Schierhuber stolz auf österreichisches Sozialmodell

Europaparlament fordert höheren Stellenwert für Sozialpolitik in Europa

Straßburg, 6. September 2006 (ÖVP-PD) "Österreich geht es gut. Das zeigt ein vergleichender Blick über unsere Grenzen und das wird uns bei der Debatte rund um ein Europäisches Sozialmodell vor Augen geführt. Was für uns Österreicher in Sachen Sozialpolitik und Gesundheitsvorsorge selbstverständlich ist, davon sind manche EU-Länder - und nicht nur die neuen Mitgliedstaaten - weit entfernt", sagte heute, Mittwoch, ÖVP-Europaabgeordnete Agnes Schierhuber in Straßburg. "Europa ist auch ein Europa der gemeinsamen Werte. Gleichstellung, Solidarität und ein fairer und gleicher Zugang zu Bildung ist uns allen gemeinsam. Dennoch: Aufgrund der demographischen Veränderungen der letzten Jahrzehnte dürfen wir die Augen vor der Notwendigkeit einer tief greifenden Reform des Europäischen Sozialwesens nicht verschließen", so Schierhuber weiter. ****

Das Plenum des Europäischen Parlaments stimmt heute, Mittwoch, über einen Initiativbericht zum Europäischen Sozialmodell ab, der fraktionsübergreifend große Unterstützung fand. "Die Sozialpolitik muss in Europa wieder einen höheren Stellenwert bekommen", fordert Schierhuber. "Wir können und müssen die verschiedenen nationalen Sozialmodelle vergleichen und die besten Lösungsansätze als Best-Practice-Beispiele nutzen." Dabei geht es auch um die Wiederherstellung des Vertrauens der Bürger: "Soziale Absicherung ist ein Grundbedürfnis. In unserem Land können alle Österreicher auf ein sicheres Sozialsystem zurückgreifen, auch unsere Landwirte sind bestens abgesichert: Kinderbetreuungsgeld, die Unterstützung pflegender Angehöriger, eine flächendeckende Versorgung mit Medikamenten, Arbeitslosengeld für Nebenerwerbslandwirte, die Sanierung der bäuerlichen Krankenversicherung oder Kinderbetreuung am Bauernhof. All das sind Errungenschaften der aktiven österreichischen Sozialpolitik in den letzten Jahren. Derartige Absicherungen sind aber in den meisten EU-Ländern noch eher die Ausnahme", unterstrich Schierhuber.

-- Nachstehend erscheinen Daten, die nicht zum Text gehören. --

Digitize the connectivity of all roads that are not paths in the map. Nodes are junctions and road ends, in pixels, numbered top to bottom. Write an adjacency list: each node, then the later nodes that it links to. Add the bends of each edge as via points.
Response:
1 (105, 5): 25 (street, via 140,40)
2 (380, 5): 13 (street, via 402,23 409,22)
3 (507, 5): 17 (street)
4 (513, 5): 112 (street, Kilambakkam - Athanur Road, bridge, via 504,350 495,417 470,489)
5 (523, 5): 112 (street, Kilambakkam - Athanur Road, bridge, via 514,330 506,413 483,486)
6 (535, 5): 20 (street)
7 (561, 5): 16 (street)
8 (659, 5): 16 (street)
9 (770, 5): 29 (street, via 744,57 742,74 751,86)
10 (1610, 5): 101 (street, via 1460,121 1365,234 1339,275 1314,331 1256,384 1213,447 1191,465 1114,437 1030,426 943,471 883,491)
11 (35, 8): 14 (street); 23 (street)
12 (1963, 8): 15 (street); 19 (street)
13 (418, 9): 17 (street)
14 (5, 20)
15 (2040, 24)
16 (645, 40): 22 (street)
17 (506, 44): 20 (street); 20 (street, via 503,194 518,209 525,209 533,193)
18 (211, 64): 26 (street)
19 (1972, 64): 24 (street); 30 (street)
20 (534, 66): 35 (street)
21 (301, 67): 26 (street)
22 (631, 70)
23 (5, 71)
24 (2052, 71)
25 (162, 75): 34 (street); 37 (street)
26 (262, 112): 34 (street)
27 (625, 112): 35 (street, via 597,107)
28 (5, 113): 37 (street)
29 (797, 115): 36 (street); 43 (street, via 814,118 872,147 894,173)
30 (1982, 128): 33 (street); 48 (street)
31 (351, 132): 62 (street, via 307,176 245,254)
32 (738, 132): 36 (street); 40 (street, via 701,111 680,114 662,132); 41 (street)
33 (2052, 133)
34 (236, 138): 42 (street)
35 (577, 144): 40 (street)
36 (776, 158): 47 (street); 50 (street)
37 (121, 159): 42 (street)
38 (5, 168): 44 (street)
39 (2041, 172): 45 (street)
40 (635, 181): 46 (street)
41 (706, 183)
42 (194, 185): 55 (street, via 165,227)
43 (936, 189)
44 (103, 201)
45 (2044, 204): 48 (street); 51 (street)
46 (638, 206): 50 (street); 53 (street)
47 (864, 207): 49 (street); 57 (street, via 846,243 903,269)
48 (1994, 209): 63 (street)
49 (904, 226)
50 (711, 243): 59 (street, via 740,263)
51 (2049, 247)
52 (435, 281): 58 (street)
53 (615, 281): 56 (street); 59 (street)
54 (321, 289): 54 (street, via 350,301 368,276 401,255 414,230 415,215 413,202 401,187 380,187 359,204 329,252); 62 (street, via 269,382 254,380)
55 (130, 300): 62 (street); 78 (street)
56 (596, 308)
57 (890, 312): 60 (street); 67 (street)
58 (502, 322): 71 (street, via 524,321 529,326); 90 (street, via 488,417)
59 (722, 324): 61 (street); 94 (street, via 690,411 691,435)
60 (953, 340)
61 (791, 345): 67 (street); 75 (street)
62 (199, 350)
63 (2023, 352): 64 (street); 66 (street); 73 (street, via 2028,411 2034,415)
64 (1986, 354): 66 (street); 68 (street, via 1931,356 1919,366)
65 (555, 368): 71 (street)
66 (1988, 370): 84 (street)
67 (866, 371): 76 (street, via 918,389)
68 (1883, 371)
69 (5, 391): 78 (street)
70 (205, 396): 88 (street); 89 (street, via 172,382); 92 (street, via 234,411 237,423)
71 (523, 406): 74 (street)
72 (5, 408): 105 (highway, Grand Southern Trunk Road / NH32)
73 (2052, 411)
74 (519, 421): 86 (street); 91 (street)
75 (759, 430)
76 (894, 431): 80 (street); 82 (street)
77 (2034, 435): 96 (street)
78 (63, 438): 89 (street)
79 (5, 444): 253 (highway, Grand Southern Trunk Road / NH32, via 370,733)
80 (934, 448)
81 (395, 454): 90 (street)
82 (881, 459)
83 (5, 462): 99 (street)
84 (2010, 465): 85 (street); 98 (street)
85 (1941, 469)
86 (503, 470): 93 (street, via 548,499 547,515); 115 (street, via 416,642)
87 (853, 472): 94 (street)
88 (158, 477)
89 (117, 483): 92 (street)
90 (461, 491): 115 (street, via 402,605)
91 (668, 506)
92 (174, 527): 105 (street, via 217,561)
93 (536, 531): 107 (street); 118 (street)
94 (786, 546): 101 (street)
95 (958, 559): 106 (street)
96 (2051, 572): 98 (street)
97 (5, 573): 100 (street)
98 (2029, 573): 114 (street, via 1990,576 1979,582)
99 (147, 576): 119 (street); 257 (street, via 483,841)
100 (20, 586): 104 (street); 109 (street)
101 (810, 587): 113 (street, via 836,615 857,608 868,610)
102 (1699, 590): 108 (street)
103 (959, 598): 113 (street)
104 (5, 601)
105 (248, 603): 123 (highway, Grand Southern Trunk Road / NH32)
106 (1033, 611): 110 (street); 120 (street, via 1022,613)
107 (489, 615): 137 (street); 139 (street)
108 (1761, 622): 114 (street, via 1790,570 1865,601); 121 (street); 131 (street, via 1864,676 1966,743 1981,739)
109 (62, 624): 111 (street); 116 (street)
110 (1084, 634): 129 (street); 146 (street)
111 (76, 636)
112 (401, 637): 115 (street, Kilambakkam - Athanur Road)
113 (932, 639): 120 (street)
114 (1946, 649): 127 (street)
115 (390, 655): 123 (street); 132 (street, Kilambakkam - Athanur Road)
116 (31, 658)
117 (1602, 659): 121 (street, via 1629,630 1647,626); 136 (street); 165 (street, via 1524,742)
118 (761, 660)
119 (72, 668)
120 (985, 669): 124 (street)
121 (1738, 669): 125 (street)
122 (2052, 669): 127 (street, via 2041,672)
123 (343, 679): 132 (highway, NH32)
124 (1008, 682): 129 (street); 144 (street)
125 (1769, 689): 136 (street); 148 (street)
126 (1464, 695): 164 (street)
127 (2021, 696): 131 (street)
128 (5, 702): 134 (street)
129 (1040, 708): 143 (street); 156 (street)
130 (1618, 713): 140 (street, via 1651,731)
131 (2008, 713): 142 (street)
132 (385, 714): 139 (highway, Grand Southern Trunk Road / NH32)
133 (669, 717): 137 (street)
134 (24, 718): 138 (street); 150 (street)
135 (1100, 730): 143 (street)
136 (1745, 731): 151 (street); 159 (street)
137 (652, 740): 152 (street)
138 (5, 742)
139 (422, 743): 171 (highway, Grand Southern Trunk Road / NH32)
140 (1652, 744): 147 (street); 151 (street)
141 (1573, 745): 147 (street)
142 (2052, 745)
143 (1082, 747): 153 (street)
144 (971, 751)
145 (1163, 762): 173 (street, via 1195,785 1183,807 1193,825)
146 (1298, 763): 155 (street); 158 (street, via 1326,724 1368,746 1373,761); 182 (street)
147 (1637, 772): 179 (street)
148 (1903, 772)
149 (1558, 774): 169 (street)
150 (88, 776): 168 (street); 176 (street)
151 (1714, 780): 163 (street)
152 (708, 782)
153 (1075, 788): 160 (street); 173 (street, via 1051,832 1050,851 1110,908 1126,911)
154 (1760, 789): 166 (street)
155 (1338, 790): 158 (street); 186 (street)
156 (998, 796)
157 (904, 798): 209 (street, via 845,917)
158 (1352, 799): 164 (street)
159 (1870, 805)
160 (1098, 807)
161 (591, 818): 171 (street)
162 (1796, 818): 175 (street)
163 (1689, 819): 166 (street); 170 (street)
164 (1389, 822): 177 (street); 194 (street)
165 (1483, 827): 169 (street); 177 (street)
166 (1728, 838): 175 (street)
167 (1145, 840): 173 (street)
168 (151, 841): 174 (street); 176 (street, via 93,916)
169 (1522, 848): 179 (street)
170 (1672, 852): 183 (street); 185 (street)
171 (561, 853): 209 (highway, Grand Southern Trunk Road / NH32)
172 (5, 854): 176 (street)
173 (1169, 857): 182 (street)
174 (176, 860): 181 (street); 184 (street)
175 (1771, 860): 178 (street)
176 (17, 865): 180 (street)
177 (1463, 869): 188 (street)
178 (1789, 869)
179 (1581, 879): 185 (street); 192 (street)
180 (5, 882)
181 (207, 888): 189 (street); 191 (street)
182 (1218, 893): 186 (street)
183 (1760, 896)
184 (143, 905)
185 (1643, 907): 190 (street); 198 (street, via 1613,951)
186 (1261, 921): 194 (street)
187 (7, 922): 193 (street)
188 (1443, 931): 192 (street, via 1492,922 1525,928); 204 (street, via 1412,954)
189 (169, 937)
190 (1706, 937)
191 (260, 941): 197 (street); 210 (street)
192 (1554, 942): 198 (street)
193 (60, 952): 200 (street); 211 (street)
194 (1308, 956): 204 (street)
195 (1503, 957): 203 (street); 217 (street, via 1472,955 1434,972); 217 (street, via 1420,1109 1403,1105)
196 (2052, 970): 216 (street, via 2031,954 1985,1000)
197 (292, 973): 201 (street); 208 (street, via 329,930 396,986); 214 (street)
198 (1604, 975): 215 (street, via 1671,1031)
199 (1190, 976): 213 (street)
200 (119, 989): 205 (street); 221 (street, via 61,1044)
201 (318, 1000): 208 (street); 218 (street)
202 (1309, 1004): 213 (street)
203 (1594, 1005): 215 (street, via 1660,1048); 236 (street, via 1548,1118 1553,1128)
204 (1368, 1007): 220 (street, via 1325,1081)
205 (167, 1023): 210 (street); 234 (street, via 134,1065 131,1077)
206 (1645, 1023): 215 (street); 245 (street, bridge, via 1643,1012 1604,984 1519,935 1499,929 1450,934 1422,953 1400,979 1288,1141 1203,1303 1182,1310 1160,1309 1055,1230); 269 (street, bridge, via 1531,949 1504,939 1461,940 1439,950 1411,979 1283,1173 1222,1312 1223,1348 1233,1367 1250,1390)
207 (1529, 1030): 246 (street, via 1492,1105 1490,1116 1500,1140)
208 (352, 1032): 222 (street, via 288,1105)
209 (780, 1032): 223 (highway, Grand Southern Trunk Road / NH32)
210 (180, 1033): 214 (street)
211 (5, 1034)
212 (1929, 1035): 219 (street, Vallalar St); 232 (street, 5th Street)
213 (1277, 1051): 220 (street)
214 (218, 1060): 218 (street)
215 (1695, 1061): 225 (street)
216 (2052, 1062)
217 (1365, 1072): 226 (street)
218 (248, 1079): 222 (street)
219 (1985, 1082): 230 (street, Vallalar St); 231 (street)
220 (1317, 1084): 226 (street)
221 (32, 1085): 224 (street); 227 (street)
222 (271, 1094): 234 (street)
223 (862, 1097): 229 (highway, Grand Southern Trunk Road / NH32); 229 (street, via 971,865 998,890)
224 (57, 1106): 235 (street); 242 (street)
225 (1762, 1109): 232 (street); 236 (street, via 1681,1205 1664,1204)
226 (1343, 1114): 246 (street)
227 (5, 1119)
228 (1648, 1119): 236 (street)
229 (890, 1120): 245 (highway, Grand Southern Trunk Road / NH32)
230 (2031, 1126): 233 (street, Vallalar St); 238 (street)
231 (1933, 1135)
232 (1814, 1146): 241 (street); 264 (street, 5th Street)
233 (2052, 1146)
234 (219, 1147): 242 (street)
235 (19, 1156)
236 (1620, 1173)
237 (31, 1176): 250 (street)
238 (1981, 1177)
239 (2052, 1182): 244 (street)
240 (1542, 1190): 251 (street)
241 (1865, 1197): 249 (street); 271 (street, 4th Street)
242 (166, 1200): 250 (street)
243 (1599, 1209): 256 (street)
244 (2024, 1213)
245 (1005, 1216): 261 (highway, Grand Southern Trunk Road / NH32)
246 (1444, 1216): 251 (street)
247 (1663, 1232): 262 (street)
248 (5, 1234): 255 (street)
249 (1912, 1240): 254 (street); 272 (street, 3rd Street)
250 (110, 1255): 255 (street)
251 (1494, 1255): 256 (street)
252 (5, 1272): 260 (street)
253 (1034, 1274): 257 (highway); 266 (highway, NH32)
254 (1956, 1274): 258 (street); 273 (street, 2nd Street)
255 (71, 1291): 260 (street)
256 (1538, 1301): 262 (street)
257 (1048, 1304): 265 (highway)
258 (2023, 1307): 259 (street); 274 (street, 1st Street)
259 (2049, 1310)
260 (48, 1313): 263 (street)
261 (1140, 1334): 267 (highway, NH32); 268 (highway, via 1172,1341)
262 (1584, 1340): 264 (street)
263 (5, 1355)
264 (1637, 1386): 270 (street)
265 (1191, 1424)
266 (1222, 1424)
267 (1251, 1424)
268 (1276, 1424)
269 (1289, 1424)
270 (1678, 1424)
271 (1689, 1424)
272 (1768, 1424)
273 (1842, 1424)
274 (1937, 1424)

So sehr Beschäftigungs- und Sozialpolitik auch weiterhin nationale Zuständigkeit bleiben müssen, sei eine europäische Antwort auf die vielen offenen Sozialfragen trotzdem notwendig. "Europa will mit der Verwirklichung der Lissabon-Ziele, der vermehrten Unterstützung der Gründung von Klein- und Mittelbetrieben, einer gemeinsamen Nutzung der Vorteile durch Flexicurity sowie durch die Verbesserung der beruflichen Weiterbildung und lebenslanges Lernen Abhilfe schaffen. Der Bürger soll dabei wieder in den Vordergrund rücken", so Schierhuber abschließend.